Confira a entrevista.
IHU On-Line – Na perspectiva das vítimas da ditadura brasileira e suas famílias, que justiças e injustiças a lei da Anistia promoveu?
Paulo Abrão – Do ponto de vista dos atingidos pela repressão do regime militar, restam pendentes uma série de direitos básicos ainda não atendidos pelo Estado brasileiro. O primeiro deles é o direito fundamental e humano de terem as informações a respeito da localização dos corpos dos desaparecidos políticos, para consagrar esse direito universal ao enterro digno de seus familiares. Em segundo lugar, os atingidos pela repressão do regime militar foram vítimas de crimes bárbaros, os quais até hoje não estão devidamente apurados pelo Estado brasileiro, crimes estes que são qualificados como crimes contra a humanidade, assim configurados os atos de tortura, desaparecimentos, prisões arbitrárias, assassinatos. Portanto, ainda vige em nossa sociedade um clima de impunidade. A terceira pendência que o Estado brasileiro tem com esses cidadãos resistentes à ditadura militar é a de que ainda há muitos processos de reparação em relação aos danos morais e materiais que eles sofreram e que ainda não foram apreciados, a despeito da aceleração que a apreciação do julgamento que a Comissão de Anistia tem feito. A quarta questão central está num direito que transpassa o direito individual desse conjunto de cidadãos que é a preservação de nossa memória histórica, que afinal é do interesse de toda a sociedade, para que tenhamos conhecimento em relação a esses episódios nebulosos de nossa história, como o acesso aos arquivos da ditadura militar.

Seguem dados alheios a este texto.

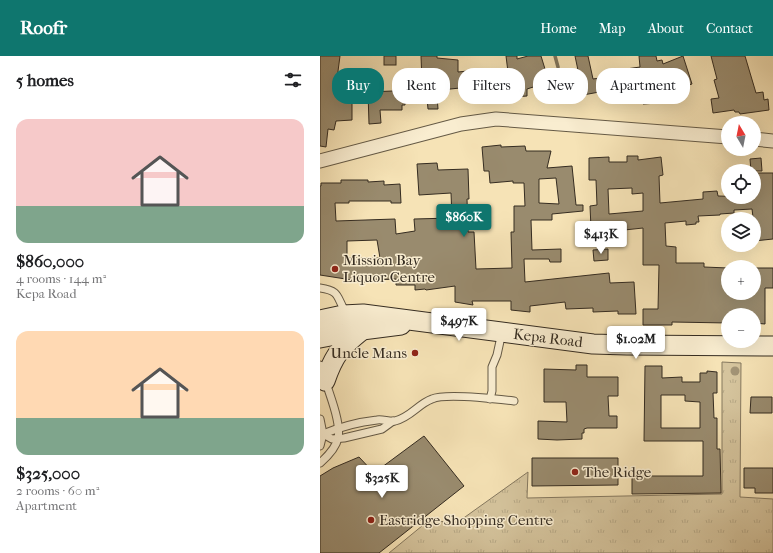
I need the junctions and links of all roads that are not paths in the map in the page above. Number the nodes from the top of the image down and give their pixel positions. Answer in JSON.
{"nodes":[{"id":1,"x":721,"y":136,"type":"edge"},
{"id":2,"x":761,"y":140,"type":"edge"},
{"id":3,"x":773,"y":141,"type":"edge"},
{"id":4,"x":320,"y":161,"type":"edge"},
{"id":5,"x":320,"y":288,"type":"edge"},
{"id":6,"x":320,"y":306,"type":"edge"},
{"id":7,"x":345,"y":315,"type":"junction"},
{"id":8,"x":320,"y":320,"type":"edge"},
{"id":9,"x":420,"y":322,"type":"junction"},
{"id":10,"x":362,"y":330,"type":"junction"},
{"id":11,"x":502,"y":332,"type":"junction"},
{"id":12,"x":320,"y":338,"type":"edge"},
{"id":13,"x":773,"y":346,"type":"edge"},
{"id":14,"x":322,"y":373,"type":"edge"},
{"id":15,"x":490,"y":398,"type":"junction"},
{"id":16,"x":514,"y":401,"type":"dead end"},
{"id":17,"x":320,"y":419,"type":"edge"},
{"id":18,"x":393,"y":421,"type":"junction"},
{"id":19,"x":339,"y":428,"type":"junction"},
{"id":20,"x":324,"y":434,"type":"junction"},
{"id":21,"x":338,"y":439,"type":"junction"},
{"id":22,"x":320,"y":446,"type":"edge"},
{"id":23,"x":320,"y":463,"type":"edge"}],
"edges":[{"from":1,"to":4,"type":"street"},
{"from":2,"to":3,"type":"street"},
{"from":5,"to":7,"type":"lane"},
{"from":6,"to":7,"type":"main road"},
{"from":7,"to":8,"type":"main road","name":"Kepa Road"},
{"from":7,"to":9,"type":"main road","name":"Kepa Road"},
{"from":9,"to":10,"type":"main road","name":"Kepa Road"},
{"from":9,"to":11,"type":"main road","name":"Kepa Road"},
{"from":10,"to":12,"type":"main road","name":"Kepa Road"},
{"from":10,"to":14,"type":"main road"},
{"from":11,"to":13,"type":"main road","name":"Kepa Road"},
{"from":11,"to":15,"type":"lane"},
{"from":14,"to":19,"type":"lane"},
{"from":15,"to":16,"type":"lane"},
{"from":15,"to":18,"type":"lane"},
{"from":17,"to":20,"type":"lane"},
{"from":18,"to":19,"type":"lane"},
{"from":18,"to":21,"type":"lane"},
{"from":19,"to":20,"type":"lane"},
{"from":19,"to":21,"type":"lane"},
{"from":20,"to":21,"type":"lane"},
{"from":20,"to":22,"type":"lane"},
{"from":21,"to":23,"type":"lane"}]}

IHU On-Line – O senhor é crítico a legislação que permite indenizações milionárias a vítimas da ditadura. Que alternativas o senhor sugere como forma de indenização às vítimas e suas famílias?

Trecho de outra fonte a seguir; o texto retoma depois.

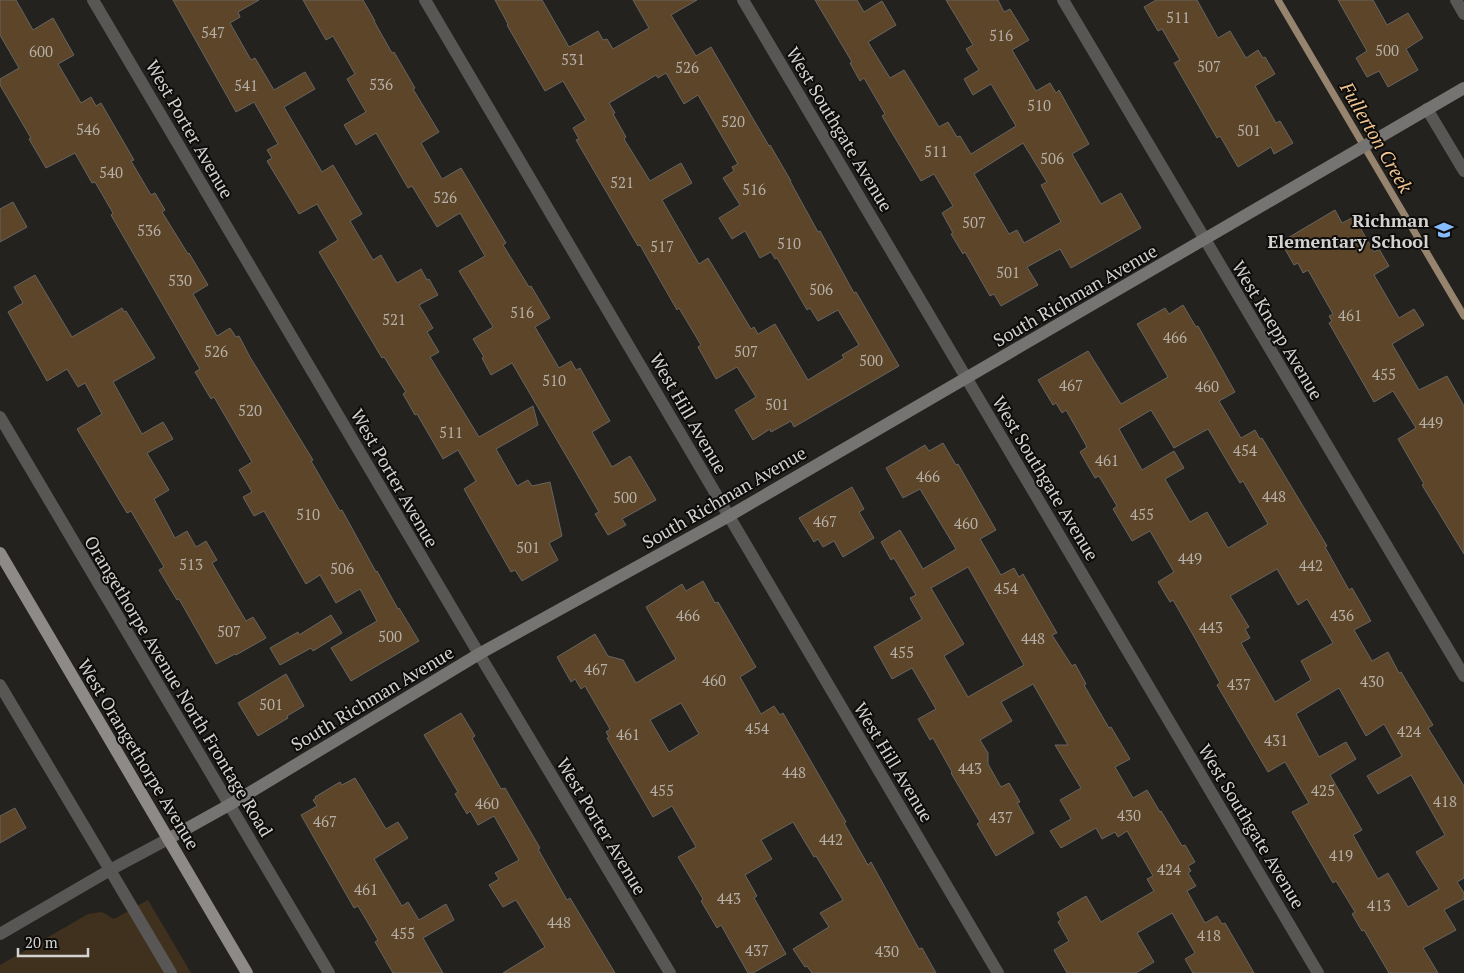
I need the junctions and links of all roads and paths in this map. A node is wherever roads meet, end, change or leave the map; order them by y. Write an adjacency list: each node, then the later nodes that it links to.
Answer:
1 (93, 0): 15 (street, West Porter Avenue)
2 (425, 0): 13 (street, West Hill Avenue)
3 (743, 0): 11 (street, West Southgate Avenue)
4 (1063, 0): 10 (street, West Knepp Avenue)
5 (1456, 0): 6 (street)
6 (1464, 14)
7 (1464, 88): 8 (street, South Richman Avenue)
8 (1428, 109): 9 (street); 10 (street, South Richman Avenue)
9 (1464, 171)
10 (1204, 240): 11 (street, South Richman Avenue); 16 (street, West Knepp Avenue)
11 (967, 379): 13 (street, South Richman Avenue); 27 (street, West Southgate Avenue)
12 (0, 417): 18 (street, Orangethorpe Avenue North Frontage Road)
13 (729, 516): 15 (street, South Richman Avenue); 26 (street, West Hill Avenue)
14 (0, 553): 19 (main road, West Orangethorpe Avenue)
15 (478, 654): 18 (street, South Richman Avenue); 25 (street, West Porter Avenue)
16 (1464, 676)
17 (0, 685): 20 (street)
18 (229, 805): 19 (street, South Richman Avenue); 24 (street, Orangethorpe Avenue North Frontage Road)
19 (168, 839): 20 (street, South Richman Avenue); 23 (main road, West Orangethorpe Avenue)
20 (110, 870): 21 (street, South Richman Avenue); 22 (street)
21 (0, 934)
22 (171, 973)
23 (247, 973)
24 (328, 973)
25 (670, 973)
26 (998, 973)
27 (1318, 973)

Paulo Abrão – A Lei de Anistia atual que concede as reparações econômicas aos perseguidos políticos é bastante iníqua. Para corrigir essas distorções da lei procuramos aplicar juízos de razoabilidade e de adequação dessa legislação à realidade social brasileira. Conseguimos, com base numa interpretação constitucional da Lei 10.559, alterar esse quadro anterior de concessão de indenizações milionárias. No passado, a média de indenizações a título de prestações permanentes e continuadas na comissão era de R$ 6 mil. Hoje essa média está em R$ 2,7 mil, valor compatível com o que se paga na previdência social nas pensões regulares. De toda forma, é preferível uma democracia cumprir a legislação legitimamente aprovada por unanimidade no congresso nacional do que um estado legal anterior e legítimo do regime militar, onde não imperava a força do estado de direito, mas vontade do soberano golpista.
IHU On-Line – A Leia da Anistia de 1979, como foi formulada, é justa?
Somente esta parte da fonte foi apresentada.